### TASK BRIEF
Only one range belongs in the answer: the line holding "Which roads connect" through the last line of the records, reproduced as is.

Saved data entries
□ □ □ □
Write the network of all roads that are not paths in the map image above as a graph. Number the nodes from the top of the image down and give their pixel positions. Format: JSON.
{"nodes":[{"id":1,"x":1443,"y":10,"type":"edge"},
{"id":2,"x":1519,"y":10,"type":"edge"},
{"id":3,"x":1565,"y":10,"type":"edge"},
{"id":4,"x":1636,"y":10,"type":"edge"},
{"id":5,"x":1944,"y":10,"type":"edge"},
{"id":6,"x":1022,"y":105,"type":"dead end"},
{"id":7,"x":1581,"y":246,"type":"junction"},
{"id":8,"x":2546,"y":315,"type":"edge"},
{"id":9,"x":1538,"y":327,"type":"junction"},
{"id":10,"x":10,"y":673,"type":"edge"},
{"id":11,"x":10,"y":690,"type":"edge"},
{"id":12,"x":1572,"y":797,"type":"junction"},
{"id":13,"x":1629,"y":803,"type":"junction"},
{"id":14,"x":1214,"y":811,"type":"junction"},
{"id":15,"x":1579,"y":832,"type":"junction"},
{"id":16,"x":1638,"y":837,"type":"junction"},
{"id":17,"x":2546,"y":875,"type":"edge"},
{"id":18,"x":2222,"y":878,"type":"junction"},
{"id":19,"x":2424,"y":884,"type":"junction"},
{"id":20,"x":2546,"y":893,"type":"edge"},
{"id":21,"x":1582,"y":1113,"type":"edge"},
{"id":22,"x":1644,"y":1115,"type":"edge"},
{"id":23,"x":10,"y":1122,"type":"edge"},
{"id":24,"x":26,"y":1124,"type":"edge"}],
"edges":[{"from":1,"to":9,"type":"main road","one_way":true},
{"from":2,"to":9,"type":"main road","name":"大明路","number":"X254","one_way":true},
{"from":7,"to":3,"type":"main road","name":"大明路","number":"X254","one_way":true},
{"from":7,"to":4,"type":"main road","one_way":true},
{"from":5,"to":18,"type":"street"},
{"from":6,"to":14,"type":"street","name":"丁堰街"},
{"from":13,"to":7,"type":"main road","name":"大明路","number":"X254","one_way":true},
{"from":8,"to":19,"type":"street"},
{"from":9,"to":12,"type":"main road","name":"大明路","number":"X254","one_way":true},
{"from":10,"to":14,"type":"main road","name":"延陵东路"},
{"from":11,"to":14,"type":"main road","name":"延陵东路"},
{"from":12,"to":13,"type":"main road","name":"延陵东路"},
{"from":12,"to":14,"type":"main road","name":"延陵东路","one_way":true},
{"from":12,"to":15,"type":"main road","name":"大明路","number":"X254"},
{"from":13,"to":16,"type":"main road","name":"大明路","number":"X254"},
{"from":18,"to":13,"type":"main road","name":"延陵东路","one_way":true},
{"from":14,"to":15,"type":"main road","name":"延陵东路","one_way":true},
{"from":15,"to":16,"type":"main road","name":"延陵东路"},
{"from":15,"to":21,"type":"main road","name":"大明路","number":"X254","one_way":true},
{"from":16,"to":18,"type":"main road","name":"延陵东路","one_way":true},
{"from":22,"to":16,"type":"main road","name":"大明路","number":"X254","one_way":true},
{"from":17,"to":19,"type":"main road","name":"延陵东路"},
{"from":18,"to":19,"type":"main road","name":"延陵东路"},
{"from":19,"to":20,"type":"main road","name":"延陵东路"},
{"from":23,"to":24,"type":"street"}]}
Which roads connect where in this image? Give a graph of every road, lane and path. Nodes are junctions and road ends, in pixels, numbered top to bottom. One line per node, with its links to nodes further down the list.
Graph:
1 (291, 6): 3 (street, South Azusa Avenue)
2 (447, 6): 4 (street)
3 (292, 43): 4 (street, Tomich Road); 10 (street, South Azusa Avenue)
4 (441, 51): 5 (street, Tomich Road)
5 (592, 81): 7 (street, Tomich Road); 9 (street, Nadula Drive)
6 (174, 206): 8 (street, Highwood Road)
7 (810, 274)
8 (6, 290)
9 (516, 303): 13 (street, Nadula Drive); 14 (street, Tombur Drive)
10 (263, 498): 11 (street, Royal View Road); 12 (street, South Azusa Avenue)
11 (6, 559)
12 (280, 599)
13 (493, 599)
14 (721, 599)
□ □ □ □
### TASK SOLUTION
Which roads connect where in this image? Give a graph of every road, lane and path. Nodes are junctions and road ends, in pixels, numbered top to bottom. One line per node, with its links to nodes further down the list.
Graph:
1 (291, 6): 3 (street, South Azusa Avenue)
2 (447, 6): 4 (street)
3 (292, 43): 4 (street, Tomich Road); 10 (street, South Azusa Avenue)
4 (441, 51): 5 (street, Tomich Road)
5 (592, 81): 7 (street, Tomich Road); 9 (street, Nadula Drive)
6 (174, 206): 8 (street, Highwood Road)
7 (810, 274)
8 (6, 290)
9 (516, 303): 13 (street, Nadula Drive); 14 (street, Tombur Drive)
10 (263, 498): 11 (street, Royal View Road); 12 (street, South Azusa Avenue)
11 (6, 559)
12 (280, 599)
13 (493, 599)
14 (721, 599)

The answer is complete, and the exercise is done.